**ASSIGNMENT:** The answer must consist of every line from the entries that holds the word "than".

**SUPPLIED MATERIAL:**
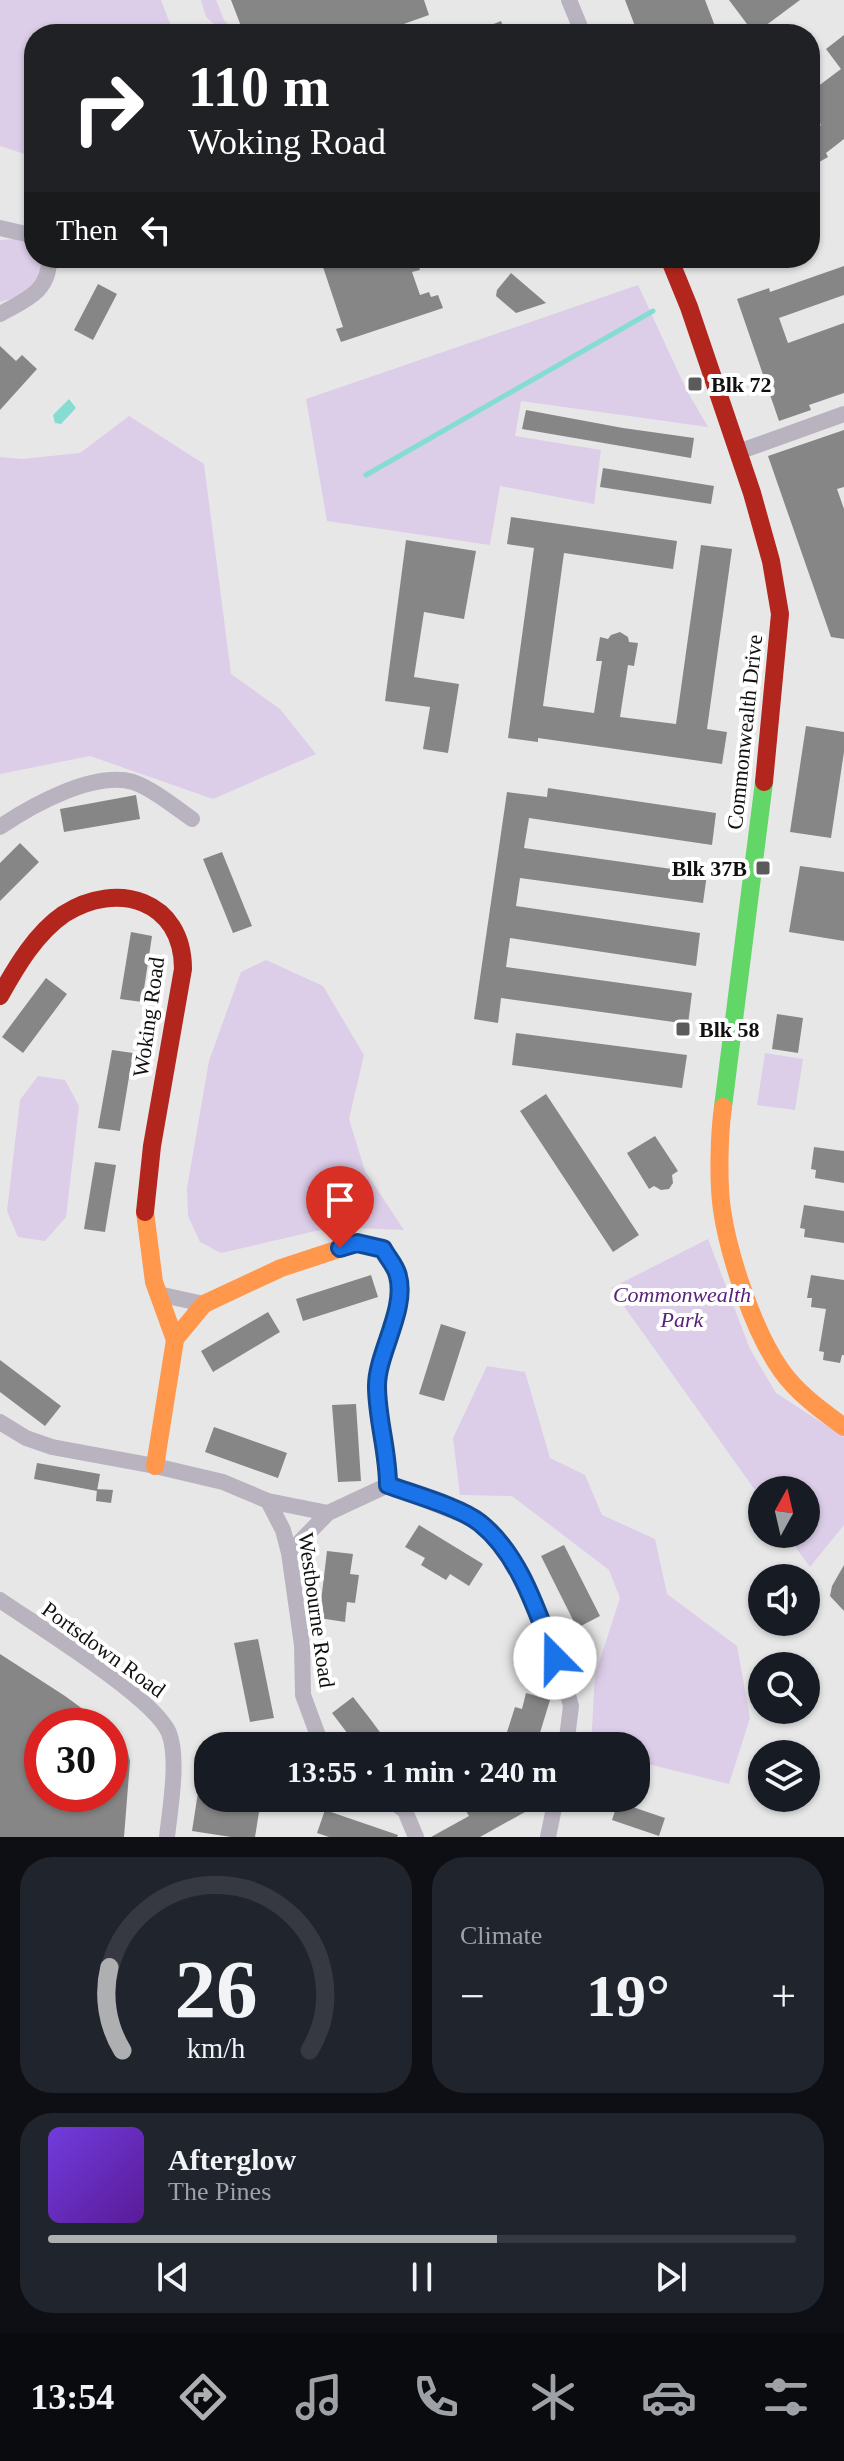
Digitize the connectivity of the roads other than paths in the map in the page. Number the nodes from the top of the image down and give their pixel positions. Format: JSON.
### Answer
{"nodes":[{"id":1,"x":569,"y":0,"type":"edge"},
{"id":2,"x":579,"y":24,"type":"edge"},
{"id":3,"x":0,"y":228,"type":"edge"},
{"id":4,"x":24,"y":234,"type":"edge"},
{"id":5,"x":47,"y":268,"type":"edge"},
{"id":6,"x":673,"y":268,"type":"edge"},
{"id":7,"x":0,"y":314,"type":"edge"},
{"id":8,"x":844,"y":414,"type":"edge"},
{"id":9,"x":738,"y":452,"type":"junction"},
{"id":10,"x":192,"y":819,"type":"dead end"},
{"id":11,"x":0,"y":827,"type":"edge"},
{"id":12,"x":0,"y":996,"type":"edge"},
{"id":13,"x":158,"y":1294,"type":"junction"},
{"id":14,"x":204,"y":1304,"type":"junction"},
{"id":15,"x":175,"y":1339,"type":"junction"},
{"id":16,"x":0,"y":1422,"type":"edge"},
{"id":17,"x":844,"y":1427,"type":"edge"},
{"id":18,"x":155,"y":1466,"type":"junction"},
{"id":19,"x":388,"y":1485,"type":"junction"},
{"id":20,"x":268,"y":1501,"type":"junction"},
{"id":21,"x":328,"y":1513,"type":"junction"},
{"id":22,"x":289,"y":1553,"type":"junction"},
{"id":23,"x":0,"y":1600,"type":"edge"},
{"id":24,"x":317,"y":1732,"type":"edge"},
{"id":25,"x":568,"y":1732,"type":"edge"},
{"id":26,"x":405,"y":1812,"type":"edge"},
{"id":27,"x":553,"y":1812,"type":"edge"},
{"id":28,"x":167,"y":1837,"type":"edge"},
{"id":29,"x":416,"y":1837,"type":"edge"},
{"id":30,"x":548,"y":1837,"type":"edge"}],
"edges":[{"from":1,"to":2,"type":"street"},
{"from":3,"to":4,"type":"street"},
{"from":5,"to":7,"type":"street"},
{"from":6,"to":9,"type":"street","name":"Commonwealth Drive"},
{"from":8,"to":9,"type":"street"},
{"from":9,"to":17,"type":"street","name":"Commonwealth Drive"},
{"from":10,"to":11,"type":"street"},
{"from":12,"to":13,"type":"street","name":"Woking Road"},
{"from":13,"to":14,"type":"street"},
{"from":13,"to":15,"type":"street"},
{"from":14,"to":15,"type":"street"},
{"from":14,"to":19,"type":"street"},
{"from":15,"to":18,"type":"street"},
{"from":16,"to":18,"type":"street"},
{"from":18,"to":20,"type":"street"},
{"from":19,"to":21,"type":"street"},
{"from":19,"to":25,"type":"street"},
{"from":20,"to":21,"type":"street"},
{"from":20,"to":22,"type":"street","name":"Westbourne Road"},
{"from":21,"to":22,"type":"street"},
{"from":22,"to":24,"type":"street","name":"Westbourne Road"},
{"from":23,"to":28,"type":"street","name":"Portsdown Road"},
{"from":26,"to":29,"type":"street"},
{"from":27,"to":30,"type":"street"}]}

--

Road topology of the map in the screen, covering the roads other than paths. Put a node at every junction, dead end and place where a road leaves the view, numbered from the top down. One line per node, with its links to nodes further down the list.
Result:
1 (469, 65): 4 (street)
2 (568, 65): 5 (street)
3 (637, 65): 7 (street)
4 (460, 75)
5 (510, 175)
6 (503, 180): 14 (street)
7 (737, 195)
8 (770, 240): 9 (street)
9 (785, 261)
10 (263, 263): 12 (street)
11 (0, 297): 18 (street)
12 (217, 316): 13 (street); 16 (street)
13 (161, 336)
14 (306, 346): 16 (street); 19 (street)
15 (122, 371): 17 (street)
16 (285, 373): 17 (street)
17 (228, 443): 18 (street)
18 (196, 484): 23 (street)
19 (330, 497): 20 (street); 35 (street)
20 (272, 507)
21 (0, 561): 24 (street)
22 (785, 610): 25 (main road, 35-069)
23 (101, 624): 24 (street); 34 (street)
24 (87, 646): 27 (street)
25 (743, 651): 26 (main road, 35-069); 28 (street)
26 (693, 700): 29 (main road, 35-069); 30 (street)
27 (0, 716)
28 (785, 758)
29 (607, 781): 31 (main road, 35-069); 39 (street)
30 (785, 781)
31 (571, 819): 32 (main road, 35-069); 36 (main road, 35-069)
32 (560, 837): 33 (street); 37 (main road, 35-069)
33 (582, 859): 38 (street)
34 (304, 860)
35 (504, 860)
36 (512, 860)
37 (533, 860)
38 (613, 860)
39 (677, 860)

**RESULT OF THIS EXERCISE:**
Digitize the connectivity of the roads other than paths in the map in the page. Number the nodes from the top of the image down and give their pixel positions. Format: JSON.
Road topology of the map in the screen, covering the roads other than paths. Put a node at every junction, dead end and place where a road leaves the view, numbered from the top down. One line per node, with its links to nodes further down the list.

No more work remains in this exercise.